About this exercise: For the entries below, how many lines contain the word "Sumaré"? Reply with the number and nothing else.

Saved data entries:

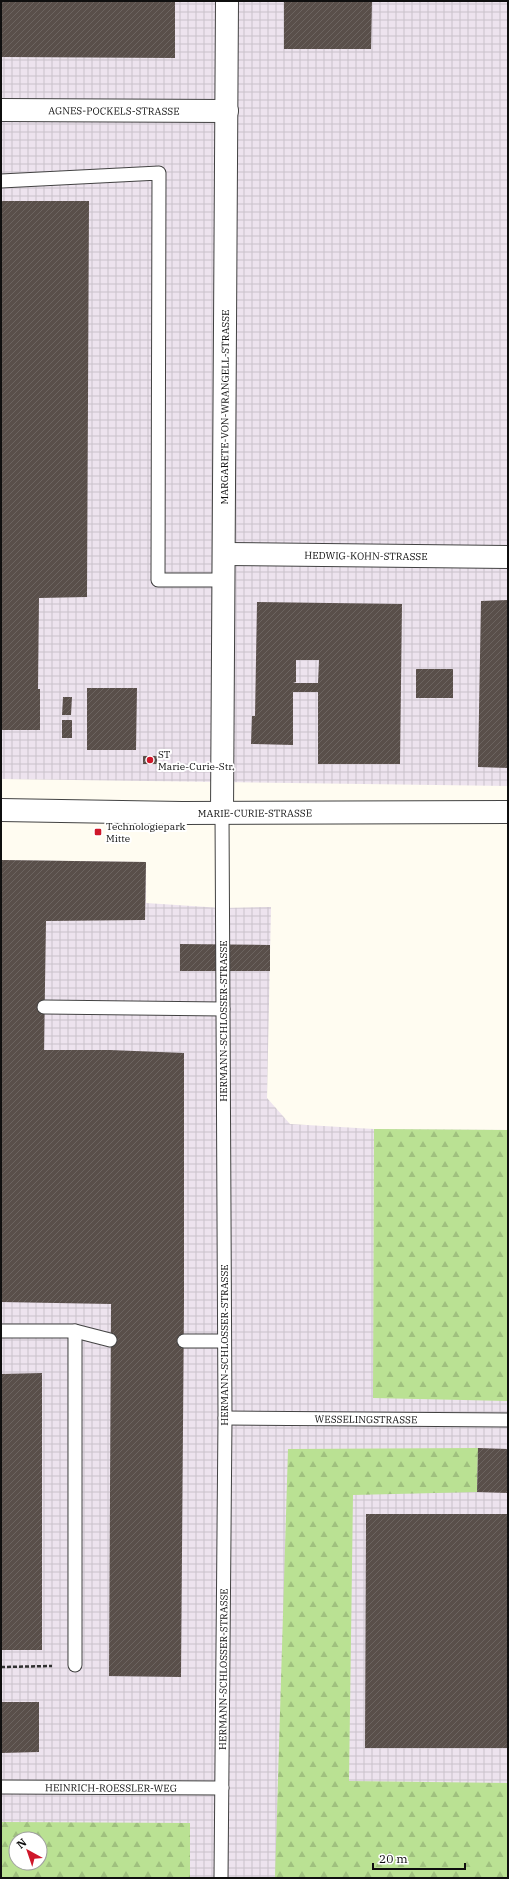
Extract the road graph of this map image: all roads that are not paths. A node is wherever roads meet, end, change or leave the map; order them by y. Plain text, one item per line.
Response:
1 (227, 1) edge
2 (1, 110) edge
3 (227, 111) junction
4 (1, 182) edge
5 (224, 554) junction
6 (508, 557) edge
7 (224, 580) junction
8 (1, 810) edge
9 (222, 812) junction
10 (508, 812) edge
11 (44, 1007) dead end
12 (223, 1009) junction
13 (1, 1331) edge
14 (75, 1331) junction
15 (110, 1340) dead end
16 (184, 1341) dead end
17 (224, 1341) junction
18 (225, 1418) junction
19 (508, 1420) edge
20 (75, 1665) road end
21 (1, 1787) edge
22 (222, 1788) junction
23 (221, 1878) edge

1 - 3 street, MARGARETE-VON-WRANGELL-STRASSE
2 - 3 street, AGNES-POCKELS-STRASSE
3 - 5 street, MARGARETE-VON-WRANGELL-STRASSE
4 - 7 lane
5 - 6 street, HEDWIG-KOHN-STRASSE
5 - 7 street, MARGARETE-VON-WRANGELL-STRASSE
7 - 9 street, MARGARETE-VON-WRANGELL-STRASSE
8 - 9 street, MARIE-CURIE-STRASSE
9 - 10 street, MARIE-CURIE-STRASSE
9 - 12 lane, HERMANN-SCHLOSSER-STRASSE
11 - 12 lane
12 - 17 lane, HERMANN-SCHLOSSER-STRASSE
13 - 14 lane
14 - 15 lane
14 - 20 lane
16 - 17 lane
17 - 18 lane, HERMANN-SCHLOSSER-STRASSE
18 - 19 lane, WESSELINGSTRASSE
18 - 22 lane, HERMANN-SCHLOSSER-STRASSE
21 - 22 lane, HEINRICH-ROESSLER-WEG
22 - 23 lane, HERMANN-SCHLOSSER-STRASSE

--

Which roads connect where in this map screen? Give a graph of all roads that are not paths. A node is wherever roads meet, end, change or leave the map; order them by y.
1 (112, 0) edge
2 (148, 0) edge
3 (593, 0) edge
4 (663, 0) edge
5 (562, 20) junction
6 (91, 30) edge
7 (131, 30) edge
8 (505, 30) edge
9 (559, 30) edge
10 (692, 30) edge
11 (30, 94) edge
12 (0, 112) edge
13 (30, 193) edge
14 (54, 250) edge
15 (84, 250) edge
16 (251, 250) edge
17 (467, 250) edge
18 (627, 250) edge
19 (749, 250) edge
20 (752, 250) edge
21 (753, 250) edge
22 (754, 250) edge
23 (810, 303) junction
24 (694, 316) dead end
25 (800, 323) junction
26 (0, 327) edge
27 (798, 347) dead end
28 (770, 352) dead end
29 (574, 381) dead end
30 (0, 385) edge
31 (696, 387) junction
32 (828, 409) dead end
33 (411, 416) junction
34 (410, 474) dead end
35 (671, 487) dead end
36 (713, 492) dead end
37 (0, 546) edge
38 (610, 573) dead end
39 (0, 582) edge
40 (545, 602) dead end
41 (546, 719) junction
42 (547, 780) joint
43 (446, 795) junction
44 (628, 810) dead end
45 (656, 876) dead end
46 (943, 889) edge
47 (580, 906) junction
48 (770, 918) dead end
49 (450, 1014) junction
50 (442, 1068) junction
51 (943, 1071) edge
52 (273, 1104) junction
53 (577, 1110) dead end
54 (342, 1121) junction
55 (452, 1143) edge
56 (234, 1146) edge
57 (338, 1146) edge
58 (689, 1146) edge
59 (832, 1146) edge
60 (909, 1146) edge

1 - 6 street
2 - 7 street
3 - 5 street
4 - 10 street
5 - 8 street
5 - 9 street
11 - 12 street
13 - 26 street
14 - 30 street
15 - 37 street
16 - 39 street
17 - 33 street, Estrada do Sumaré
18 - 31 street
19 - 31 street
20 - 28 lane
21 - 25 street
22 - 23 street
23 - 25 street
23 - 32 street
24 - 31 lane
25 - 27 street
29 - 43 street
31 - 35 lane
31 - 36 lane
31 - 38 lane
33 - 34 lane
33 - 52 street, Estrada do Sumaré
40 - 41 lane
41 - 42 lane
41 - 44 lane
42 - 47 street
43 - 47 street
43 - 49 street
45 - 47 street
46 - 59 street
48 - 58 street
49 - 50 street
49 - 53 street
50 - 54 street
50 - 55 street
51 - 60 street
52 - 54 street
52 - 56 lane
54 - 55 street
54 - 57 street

---

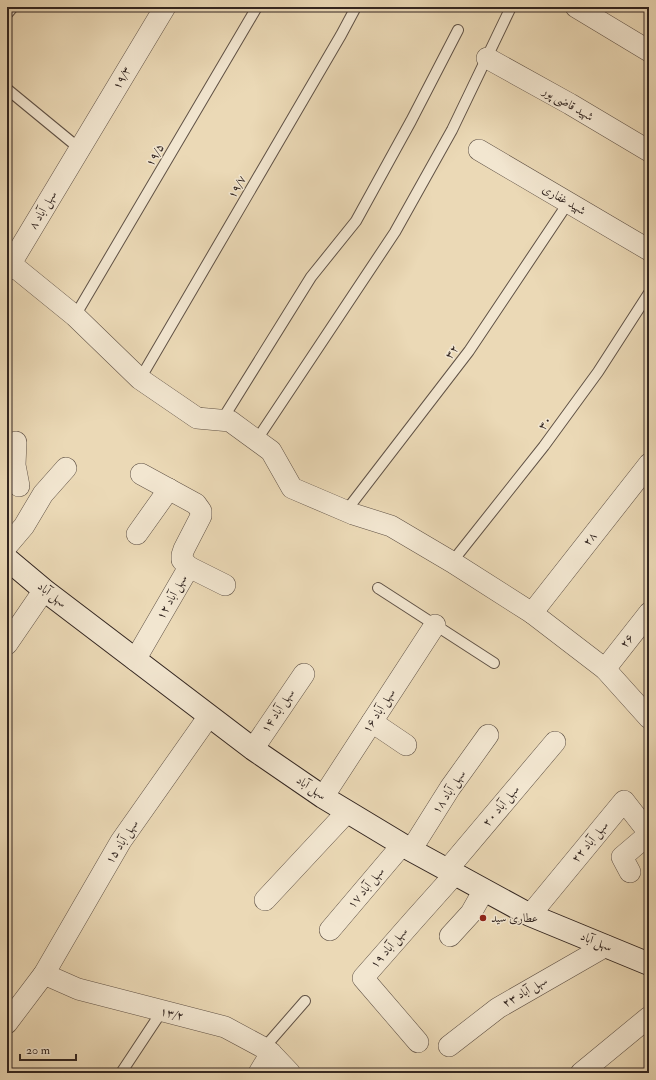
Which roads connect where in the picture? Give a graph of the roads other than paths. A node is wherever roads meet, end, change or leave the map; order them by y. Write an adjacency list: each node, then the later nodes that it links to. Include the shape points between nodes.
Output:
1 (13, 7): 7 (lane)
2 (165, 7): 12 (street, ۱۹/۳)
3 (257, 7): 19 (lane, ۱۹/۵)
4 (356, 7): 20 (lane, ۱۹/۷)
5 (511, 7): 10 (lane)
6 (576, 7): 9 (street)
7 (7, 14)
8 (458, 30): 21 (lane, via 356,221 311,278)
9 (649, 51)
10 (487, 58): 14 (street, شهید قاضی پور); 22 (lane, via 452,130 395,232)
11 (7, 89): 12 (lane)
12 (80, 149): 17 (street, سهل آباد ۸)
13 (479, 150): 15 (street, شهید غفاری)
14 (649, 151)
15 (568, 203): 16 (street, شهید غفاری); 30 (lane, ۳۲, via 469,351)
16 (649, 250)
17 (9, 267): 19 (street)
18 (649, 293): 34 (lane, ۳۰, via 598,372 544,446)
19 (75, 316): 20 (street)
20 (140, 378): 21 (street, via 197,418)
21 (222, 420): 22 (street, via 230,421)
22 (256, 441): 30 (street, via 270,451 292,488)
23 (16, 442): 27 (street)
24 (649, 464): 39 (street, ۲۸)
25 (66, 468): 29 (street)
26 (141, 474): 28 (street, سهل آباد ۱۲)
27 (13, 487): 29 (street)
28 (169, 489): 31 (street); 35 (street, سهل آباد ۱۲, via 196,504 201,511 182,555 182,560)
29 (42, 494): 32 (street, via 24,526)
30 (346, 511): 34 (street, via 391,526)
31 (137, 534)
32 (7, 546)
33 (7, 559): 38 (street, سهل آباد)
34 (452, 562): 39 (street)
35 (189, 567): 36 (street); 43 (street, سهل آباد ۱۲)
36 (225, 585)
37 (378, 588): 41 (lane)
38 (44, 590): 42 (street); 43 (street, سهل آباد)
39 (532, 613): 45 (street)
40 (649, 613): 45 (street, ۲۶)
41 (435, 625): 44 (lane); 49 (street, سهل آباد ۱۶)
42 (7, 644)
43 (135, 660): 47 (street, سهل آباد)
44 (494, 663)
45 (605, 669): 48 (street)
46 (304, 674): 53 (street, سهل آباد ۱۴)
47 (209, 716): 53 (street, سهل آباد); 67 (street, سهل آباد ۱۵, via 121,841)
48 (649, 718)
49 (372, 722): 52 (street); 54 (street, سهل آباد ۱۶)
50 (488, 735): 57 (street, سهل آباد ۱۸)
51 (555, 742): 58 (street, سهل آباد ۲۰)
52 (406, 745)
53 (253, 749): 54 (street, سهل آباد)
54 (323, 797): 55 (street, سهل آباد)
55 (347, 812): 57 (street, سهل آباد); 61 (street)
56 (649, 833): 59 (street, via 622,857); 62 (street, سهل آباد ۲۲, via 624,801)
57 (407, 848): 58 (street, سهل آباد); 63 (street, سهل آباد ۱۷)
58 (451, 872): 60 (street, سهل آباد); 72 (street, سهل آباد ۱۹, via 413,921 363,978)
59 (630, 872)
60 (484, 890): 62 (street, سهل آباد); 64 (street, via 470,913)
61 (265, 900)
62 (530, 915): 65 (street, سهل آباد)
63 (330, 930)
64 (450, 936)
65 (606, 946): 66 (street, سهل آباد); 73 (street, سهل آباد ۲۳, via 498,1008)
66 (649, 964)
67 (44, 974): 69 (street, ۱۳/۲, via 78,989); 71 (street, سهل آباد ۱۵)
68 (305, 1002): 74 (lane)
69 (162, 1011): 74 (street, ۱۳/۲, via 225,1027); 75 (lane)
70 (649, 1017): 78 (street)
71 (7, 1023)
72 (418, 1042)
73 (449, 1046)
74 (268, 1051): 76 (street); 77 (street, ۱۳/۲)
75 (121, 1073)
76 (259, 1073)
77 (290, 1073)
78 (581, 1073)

Solution to this exercise: 2